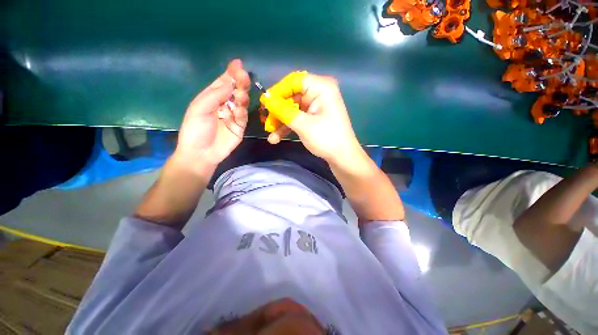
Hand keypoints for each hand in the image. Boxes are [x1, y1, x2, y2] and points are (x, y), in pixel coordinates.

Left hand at [176, 59, 249, 166]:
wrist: (201, 153)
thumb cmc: (195, 130)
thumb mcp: (199, 109)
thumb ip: (215, 96)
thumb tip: (230, 83)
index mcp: (212, 97)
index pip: (223, 82)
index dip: (230, 73)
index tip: (238, 64)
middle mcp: (225, 104)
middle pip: (235, 90)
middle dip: (240, 83)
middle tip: (244, 76)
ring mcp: (234, 116)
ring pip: (241, 103)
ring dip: (242, 97)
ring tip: (241, 95)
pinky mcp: (240, 127)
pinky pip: (243, 117)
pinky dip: (242, 113)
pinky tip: (239, 110)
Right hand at [266, 73, 361, 164]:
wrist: (343, 158)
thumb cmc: (327, 139)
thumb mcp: (303, 125)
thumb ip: (283, 111)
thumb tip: (265, 98)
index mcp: (321, 87)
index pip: (294, 81)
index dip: (278, 92)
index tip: (265, 105)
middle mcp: (318, 93)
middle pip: (291, 97)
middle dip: (277, 112)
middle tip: (267, 125)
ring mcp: (315, 107)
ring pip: (292, 110)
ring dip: (280, 122)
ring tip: (270, 136)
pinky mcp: (313, 118)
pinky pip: (297, 118)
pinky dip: (287, 127)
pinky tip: (276, 138)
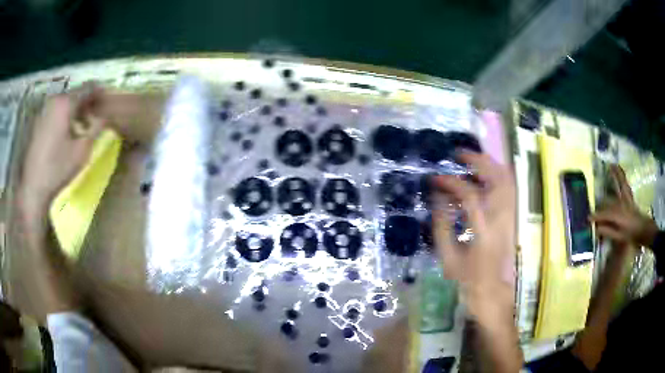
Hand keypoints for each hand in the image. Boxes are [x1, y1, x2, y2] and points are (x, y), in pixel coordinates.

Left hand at [19, 84, 106, 215]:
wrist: (33, 188)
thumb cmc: (58, 169)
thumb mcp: (82, 150)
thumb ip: (97, 128)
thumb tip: (106, 115)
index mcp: (66, 102)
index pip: (89, 87)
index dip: (100, 92)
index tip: (107, 103)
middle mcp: (54, 99)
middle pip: (76, 93)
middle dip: (86, 103)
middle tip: (93, 118)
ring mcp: (44, 109)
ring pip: (65, 101)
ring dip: (74, 110)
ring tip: (79, 127)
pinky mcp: (38, 120)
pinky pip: (55, 110)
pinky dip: (63, 115)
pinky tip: (65, 132)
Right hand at [431, 152, 515, 322]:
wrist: (492, 291)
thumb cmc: (468, 278)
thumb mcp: (447, 257)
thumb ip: (441, 225)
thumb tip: (437, 197)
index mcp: (484, 233)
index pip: (470, 196)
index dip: (451, 182)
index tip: (435, 179)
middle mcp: (502, 220)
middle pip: (497, 179)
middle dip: (477, 161)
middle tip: (458, 154)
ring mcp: (510, 217)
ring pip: (507, 180)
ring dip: (489, 164)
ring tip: (470, 159)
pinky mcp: (511, 217)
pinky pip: (508, 187)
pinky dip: (496, 174)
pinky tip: (482, 174)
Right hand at [592, 165, 658, 247]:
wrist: (643, 230)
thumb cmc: (631, 235)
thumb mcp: (619, 237)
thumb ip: (608, 231)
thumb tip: (596, 227)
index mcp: (618, 215)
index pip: (604, 214)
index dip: (595, 216)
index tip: (587, 218)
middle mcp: (621, 203)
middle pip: (609, 201)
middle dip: (601, 202)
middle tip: (594, 203)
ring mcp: (626, 198)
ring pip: (620, 184)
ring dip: (615, 175)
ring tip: (610, 165)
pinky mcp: (629, 196)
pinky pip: (625, 183)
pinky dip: (621, 175)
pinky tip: (618, 168)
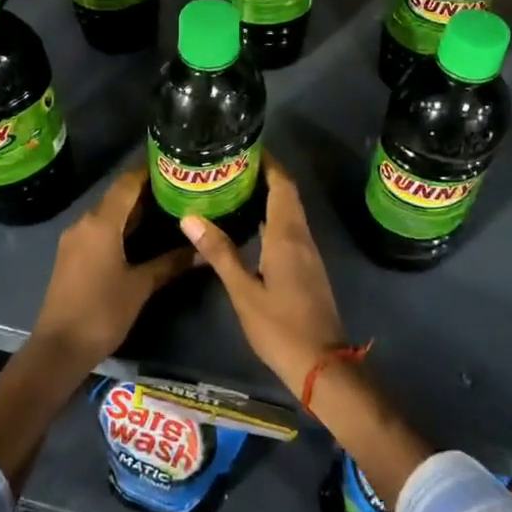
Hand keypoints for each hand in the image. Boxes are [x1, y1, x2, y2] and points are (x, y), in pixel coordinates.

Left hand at [31, 168, 192, 369]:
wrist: (59, 347)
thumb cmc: (102, 312)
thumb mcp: (141, 286)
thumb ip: (171, 263)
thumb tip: (203, 250)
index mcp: (101, 223)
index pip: (127, 183)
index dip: (148, 170)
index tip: (173, 162)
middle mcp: (85, 222)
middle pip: (117, 195)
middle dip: (146, 189)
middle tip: (179, 186)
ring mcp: (75, 239)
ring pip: (108, 212)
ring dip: (134, 208)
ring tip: (168, 205)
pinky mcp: (73, 254)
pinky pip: (100, 228)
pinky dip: (121, 224)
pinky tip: (143, 232)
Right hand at [179, 156, 345, 397]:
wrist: (321, 364)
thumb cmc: (280, 327)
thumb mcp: (243, 291)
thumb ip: (219, 252)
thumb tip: (190, 217)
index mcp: (287, 236)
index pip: (282, 185)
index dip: (268, 162)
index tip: (244, 146)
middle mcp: (301, 237)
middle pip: (287, 194)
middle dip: (265, 174)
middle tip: (232, 165)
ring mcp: (308, 253)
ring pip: (290, 212)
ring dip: (269, 195)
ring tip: (236, 187)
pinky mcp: (307, 268)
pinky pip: (290, 229)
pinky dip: (273, 216)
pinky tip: (251, 225)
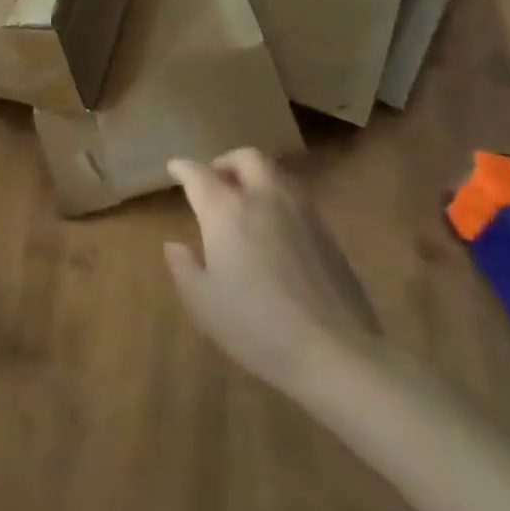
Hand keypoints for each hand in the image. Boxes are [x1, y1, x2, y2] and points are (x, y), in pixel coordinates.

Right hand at [165, 149, 379, 391]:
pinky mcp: (328, 234)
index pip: (199, 175)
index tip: (175, 168)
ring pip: (277, 175)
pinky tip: (274, 229)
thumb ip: (184, 267)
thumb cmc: (254, 325)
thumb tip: (176, 245)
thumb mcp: (202, 302)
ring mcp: (302, 213)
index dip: (183, 168)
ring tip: (245, 202)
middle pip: (247, 158)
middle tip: (215, 179)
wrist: (334, 351)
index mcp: (226, 211)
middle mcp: (264, 199)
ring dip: (256, 178)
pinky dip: (278, 200)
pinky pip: (297, 199)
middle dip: (227, 162)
┄┄┄┄┄┄┄┄┄┄
[Exercise] Where does "Right" appear in the records above? Copy every line that has it.

[Answer for the task]
Right hand at [266, 73, 361, 164]:
Right hand at [431, 152, 515, 322]:
Right hand at [592, 165, 658, 247]:
Right hand at [179, 156, 345, 397]:
Right hand at [165, 149, 379, 391]:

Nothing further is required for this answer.